A number of Courts recognize that benefits can be awarded where the evidence shows that, but for the injury, there would have been no suicide. Matter of Death of Stroer, 672 P.2d 1158 (Okla.1983). There was substantial evidence in this case to support the finding of the Administrative Law Judge that the suicide was caused by the work related injury.

The State also argues that recovery should be barred because the employee refused to submit to treatment reasonably necessary to promote his recovery. The burden is upon the State to show that this happened. The evidence indicates that the State did not meet this burden. It is not clear that the employee refused treatment. He was still receiving treatment until just a few days before his death.

The facts of the initial accident are more comprehensively related in Ramsey, 792 P.2d 1385. Essentially, a pin not quite ten pounds in weight was dropped from an area about sixty-six feet above the injured worker's head and struck him. Mr. Ramsey was knocked to the ground falling about fourteen feet. His injury included three fractured vertebrate. Continued pain to the date of his death followed the resulting operations.

[2] The annotation also lists the state of New Jersey and provides as its citation Kahle v. Plochman, Inc., 85 N.J. 539, 428 A.2d 913 (1981). That case clearly adopted the chain of causation test and New Jersey can no longer be listed as a Sponatski jurisdiction.
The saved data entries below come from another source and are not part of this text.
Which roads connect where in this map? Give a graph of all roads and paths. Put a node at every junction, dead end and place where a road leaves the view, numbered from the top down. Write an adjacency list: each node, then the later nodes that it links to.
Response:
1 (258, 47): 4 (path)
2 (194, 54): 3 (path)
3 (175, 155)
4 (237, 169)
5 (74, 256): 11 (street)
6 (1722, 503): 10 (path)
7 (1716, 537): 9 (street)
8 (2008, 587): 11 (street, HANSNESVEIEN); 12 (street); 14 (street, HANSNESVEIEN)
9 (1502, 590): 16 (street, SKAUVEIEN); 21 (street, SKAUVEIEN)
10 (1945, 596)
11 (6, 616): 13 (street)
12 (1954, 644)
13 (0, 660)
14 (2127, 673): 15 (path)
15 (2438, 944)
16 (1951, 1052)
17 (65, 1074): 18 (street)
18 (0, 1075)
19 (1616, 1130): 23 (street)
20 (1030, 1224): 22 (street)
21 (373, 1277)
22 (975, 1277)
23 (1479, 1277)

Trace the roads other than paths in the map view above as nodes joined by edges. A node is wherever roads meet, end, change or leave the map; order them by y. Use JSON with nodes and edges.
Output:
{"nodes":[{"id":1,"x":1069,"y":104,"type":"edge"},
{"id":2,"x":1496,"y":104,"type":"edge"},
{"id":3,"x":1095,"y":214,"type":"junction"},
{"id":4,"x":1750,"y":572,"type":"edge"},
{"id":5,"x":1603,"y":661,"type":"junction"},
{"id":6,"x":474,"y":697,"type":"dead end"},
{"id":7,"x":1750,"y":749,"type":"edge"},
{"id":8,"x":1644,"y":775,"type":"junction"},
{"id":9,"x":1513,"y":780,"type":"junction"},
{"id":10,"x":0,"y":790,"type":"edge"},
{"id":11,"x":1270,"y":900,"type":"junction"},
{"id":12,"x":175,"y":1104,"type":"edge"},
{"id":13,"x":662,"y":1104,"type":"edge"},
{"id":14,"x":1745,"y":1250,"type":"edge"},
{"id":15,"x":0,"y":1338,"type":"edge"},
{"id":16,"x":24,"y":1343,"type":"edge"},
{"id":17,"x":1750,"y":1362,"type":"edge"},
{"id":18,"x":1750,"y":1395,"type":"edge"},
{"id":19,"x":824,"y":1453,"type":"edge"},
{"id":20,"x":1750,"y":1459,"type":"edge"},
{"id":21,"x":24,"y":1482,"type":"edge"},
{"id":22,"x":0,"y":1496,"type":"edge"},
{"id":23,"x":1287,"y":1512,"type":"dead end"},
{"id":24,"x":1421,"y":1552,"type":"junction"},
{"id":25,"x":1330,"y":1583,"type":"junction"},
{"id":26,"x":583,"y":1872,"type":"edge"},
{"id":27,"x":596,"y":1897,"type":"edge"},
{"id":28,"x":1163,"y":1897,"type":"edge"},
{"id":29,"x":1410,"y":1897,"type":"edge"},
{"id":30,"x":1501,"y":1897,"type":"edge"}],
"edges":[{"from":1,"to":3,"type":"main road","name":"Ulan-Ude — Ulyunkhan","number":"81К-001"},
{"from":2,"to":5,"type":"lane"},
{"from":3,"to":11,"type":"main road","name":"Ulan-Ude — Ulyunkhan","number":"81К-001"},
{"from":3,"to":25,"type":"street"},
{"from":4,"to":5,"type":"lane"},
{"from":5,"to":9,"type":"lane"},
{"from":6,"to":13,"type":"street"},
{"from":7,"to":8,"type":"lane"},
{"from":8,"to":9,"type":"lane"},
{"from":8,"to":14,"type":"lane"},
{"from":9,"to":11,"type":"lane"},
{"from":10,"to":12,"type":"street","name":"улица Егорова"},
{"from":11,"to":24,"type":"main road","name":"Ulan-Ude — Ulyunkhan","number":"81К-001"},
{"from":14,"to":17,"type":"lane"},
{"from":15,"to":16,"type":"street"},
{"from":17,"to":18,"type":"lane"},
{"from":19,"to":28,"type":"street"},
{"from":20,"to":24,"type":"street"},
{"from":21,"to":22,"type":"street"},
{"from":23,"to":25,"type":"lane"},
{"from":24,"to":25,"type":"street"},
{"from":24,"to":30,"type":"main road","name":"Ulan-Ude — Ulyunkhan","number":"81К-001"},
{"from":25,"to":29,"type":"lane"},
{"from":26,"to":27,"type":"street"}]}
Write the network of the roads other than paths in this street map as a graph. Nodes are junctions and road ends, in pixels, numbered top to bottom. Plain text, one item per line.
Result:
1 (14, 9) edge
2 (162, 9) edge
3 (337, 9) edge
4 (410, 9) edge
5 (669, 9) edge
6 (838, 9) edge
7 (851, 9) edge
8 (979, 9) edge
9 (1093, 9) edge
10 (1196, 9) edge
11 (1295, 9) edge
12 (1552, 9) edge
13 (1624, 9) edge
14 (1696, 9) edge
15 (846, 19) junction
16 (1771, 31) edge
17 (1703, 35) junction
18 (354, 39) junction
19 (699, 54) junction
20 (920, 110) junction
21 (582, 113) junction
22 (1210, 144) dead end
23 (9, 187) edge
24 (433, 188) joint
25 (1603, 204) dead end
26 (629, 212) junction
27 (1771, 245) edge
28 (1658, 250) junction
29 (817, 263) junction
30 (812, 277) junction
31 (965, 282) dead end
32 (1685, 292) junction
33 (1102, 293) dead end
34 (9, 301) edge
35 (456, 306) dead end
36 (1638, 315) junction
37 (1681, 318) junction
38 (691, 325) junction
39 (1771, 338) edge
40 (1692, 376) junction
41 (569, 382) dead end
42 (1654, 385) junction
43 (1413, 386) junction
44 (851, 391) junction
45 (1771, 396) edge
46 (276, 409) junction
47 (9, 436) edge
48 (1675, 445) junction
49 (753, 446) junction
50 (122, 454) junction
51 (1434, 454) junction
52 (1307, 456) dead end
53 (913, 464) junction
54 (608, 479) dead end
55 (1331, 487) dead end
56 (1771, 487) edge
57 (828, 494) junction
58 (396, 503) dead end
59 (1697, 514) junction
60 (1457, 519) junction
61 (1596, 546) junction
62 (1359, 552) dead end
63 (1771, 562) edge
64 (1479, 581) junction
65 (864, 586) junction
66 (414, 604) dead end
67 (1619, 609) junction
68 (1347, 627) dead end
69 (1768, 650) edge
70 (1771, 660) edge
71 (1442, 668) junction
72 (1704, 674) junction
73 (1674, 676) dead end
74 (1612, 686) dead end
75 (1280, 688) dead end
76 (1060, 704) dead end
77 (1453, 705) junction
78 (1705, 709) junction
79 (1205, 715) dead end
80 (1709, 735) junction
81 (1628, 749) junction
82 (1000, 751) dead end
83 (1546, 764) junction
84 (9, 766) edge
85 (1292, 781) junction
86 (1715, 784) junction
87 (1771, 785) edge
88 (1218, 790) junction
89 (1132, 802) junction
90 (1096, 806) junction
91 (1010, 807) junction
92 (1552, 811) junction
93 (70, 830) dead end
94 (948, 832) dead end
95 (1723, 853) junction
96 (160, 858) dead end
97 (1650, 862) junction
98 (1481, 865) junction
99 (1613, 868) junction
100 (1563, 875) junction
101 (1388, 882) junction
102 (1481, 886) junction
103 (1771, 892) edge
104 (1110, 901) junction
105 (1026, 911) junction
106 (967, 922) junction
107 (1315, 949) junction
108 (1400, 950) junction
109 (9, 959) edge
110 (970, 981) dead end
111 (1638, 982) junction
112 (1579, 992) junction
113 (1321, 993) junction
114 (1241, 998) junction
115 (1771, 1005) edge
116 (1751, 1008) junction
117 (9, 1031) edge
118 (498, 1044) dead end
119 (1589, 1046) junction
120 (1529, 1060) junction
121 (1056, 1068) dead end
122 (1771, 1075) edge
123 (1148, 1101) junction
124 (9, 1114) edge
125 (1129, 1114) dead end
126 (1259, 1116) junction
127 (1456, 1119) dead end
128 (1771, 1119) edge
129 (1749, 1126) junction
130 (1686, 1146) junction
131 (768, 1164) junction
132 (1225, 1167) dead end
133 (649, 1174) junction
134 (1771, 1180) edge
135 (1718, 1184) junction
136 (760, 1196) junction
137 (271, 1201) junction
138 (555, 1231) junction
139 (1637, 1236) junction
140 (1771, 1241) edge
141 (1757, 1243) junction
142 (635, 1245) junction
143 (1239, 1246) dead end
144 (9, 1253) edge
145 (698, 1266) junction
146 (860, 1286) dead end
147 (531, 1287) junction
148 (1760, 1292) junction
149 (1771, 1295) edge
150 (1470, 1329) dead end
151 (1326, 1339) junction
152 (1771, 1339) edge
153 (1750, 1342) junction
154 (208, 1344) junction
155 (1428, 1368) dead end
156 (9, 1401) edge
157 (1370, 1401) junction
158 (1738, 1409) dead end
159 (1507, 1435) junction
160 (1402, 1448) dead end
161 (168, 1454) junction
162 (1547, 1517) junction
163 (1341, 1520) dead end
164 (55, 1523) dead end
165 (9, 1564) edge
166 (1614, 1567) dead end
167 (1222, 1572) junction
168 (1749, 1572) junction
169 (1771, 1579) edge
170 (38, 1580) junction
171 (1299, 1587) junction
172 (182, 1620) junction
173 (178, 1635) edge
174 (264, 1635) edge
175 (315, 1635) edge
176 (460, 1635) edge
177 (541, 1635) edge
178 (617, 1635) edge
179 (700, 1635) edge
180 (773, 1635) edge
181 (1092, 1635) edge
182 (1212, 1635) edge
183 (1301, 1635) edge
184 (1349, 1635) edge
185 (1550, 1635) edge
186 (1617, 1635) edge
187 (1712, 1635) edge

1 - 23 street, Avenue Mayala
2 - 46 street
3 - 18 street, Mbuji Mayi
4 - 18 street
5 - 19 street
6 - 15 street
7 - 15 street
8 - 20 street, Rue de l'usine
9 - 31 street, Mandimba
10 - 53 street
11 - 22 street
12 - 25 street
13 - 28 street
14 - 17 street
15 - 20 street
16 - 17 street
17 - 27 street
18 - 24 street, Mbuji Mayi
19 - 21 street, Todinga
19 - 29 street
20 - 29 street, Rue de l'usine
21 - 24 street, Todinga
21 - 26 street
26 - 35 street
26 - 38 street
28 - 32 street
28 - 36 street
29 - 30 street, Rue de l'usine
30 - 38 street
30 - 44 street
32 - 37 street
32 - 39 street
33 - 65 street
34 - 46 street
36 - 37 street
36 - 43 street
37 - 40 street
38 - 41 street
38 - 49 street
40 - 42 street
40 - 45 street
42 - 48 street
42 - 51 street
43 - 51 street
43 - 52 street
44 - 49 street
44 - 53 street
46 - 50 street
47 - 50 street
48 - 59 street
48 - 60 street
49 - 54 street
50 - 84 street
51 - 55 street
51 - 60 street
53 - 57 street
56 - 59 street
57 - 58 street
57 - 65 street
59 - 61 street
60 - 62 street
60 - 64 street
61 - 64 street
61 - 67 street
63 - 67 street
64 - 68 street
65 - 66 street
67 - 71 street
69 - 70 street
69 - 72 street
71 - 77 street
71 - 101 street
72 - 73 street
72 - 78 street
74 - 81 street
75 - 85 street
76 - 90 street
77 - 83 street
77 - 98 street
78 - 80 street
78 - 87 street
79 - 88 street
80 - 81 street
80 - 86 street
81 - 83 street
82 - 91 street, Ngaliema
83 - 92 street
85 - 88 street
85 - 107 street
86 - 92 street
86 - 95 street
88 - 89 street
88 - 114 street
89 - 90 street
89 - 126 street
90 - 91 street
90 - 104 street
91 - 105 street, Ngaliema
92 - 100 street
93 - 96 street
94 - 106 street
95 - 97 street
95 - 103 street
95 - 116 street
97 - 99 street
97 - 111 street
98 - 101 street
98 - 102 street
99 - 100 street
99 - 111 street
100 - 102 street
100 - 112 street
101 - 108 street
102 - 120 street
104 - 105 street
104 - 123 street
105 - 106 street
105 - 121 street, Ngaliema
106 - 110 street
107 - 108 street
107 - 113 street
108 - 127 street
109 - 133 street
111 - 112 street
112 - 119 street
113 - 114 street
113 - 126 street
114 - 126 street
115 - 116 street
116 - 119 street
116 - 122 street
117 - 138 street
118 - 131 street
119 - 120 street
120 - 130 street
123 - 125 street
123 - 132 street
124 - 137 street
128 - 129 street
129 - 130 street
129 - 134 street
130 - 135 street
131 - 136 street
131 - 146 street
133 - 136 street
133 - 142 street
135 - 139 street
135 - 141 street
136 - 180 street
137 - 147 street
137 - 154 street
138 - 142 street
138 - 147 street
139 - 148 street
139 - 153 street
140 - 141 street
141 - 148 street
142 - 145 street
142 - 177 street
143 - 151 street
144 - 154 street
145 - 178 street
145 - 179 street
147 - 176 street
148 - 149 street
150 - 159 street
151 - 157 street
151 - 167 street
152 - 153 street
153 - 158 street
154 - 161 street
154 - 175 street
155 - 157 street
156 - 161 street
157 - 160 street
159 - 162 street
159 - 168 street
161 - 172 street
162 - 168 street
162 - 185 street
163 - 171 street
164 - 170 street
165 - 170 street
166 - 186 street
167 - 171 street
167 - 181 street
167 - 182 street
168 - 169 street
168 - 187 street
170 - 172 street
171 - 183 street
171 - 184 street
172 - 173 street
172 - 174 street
[3] Wyo.Stat. § 27-14-407 states:

If an injured employee knowingly engages or persists in an unsanitary or injurious practice which tends to imperil or retard his recovery, or if he refuses to submit to medical or surgical treatment reasonably essential to promote his recovery, he forfeits all right to compensation under this act. Forfeiture shall be determined by the hearing examiner upon application by the division or employer.